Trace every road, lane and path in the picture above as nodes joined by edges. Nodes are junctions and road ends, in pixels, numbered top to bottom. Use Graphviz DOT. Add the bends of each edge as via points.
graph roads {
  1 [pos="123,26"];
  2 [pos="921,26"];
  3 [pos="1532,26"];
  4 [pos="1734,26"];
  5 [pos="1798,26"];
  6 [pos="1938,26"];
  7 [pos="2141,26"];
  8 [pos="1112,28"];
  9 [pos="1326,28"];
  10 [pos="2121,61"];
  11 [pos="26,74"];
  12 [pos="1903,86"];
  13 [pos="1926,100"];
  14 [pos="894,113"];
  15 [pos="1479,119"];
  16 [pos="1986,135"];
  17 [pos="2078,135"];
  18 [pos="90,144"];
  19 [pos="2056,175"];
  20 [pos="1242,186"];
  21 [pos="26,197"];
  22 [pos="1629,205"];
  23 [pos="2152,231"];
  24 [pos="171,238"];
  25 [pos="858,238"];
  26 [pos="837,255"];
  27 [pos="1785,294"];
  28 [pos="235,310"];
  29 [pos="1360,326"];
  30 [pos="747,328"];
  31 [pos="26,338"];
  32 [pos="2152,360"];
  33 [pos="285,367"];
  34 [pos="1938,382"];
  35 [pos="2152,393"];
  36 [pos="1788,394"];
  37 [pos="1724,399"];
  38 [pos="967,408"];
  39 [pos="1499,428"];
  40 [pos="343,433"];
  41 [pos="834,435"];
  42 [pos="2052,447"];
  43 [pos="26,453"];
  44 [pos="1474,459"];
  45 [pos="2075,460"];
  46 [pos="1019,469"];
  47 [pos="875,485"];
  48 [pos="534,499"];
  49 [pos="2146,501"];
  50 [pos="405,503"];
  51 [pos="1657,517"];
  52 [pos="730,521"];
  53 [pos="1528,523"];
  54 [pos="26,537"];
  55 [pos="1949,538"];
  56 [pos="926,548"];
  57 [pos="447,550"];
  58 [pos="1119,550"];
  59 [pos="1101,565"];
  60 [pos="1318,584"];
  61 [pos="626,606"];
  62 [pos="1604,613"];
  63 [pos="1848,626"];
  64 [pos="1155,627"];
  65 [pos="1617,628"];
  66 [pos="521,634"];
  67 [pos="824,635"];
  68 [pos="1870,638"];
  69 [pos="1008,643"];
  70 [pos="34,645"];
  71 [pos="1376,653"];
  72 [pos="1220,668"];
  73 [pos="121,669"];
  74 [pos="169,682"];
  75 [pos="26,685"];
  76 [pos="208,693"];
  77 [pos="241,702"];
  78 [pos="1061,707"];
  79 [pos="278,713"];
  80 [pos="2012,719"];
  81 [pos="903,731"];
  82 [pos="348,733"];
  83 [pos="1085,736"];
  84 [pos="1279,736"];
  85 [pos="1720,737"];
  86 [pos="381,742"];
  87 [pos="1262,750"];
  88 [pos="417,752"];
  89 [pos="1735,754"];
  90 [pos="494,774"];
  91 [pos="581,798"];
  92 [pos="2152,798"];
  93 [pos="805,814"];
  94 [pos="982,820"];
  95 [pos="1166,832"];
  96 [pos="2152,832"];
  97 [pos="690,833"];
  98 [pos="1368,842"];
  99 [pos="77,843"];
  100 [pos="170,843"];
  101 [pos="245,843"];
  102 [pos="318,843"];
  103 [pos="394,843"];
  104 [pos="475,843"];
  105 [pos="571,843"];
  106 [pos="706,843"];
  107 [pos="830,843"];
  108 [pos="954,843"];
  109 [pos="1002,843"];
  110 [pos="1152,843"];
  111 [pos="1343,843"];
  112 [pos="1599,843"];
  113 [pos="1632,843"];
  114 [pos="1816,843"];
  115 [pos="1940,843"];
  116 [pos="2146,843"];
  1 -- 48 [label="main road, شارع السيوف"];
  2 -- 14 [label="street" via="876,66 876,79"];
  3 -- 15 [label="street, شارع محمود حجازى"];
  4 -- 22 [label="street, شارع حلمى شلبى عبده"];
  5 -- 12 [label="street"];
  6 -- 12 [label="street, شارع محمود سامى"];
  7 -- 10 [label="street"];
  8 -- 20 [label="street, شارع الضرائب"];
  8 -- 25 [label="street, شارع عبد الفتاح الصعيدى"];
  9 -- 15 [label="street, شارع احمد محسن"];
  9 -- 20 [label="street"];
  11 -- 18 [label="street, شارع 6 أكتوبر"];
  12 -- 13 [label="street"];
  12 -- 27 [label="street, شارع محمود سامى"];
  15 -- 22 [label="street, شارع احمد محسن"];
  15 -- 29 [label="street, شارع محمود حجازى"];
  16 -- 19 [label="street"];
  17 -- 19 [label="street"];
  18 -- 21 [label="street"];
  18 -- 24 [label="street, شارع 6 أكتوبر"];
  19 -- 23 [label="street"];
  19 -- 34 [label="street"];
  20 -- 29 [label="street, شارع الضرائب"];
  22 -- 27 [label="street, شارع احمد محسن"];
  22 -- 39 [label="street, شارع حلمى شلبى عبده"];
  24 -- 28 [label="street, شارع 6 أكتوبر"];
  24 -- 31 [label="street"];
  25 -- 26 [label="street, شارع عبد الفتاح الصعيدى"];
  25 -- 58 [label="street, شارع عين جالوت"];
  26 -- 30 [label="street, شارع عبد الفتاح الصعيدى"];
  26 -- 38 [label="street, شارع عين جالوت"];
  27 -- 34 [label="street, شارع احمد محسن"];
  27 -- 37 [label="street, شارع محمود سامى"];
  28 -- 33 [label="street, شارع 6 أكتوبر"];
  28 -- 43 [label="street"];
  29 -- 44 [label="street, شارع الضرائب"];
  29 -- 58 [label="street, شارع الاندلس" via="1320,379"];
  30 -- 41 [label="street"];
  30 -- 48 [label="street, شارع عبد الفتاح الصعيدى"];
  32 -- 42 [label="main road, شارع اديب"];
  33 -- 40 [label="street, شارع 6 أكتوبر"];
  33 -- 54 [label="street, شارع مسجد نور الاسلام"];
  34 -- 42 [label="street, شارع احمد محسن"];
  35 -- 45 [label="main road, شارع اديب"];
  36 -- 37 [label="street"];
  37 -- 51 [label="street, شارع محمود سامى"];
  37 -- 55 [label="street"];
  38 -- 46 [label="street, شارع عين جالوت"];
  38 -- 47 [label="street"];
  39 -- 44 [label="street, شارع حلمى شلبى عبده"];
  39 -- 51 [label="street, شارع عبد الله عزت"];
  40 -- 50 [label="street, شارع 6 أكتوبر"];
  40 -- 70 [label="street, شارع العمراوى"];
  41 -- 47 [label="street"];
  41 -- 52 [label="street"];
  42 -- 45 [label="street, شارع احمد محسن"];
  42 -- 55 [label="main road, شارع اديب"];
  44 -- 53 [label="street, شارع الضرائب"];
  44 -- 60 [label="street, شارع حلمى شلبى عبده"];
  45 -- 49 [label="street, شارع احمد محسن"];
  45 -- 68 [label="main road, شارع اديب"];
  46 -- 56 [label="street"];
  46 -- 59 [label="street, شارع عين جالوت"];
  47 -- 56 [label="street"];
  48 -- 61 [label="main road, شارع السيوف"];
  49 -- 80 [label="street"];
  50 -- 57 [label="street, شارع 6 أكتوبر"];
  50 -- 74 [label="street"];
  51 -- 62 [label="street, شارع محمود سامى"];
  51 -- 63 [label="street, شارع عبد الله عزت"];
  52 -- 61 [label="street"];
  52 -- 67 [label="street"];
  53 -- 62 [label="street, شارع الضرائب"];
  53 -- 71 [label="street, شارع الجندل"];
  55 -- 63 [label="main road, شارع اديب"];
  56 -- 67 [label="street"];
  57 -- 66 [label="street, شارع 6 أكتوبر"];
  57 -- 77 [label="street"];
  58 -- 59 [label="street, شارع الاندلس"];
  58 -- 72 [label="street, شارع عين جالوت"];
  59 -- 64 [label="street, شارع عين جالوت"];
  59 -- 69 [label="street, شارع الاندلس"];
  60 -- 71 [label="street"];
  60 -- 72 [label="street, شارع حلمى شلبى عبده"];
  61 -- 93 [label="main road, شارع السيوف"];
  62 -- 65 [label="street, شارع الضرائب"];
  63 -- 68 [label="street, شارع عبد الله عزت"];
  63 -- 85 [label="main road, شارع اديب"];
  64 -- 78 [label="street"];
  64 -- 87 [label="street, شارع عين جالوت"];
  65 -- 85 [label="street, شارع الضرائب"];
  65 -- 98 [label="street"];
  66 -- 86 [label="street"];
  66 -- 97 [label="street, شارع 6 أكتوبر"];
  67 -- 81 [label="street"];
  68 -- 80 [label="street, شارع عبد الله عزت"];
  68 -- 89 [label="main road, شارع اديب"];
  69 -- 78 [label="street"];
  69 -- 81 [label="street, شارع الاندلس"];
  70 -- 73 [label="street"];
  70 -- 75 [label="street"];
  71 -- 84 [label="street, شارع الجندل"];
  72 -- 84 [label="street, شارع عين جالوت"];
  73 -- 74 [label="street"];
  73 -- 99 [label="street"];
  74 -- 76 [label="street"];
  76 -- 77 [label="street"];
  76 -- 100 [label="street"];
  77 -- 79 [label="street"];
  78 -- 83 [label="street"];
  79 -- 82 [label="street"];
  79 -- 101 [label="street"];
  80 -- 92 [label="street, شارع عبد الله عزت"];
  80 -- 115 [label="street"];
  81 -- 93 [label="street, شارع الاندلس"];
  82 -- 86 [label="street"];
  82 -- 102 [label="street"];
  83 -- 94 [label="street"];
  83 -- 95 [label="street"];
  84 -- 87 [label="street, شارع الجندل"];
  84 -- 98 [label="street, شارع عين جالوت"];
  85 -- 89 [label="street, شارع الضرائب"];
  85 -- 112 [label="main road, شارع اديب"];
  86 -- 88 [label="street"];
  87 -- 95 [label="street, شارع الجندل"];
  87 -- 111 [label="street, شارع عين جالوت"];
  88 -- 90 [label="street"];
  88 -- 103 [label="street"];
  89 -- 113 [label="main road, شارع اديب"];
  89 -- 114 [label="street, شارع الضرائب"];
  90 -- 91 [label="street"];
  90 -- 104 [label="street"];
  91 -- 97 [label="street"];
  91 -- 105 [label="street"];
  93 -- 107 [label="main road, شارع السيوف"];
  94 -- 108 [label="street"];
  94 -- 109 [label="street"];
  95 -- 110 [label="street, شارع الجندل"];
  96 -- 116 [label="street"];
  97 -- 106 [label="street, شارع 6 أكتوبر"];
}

****

▶ **DIRECTIONS**:
Could you show every line of the listing that holds the string "حلمى"?

▶ **REPLY**:
  4 -- 22 [label="street, شارع حلمى شلبى عبده"];
  22 -- 39 [label="street, شارع حلمى شلبى عبده"];
  39 -- 44 [label="street, شارع حلمى شلبى عبده"];
  44 -- 60 [label="street, شارع حلمى شلبى عبده"];
  60 -- 72 [label="street, شارع حلمى شلبى عبده"];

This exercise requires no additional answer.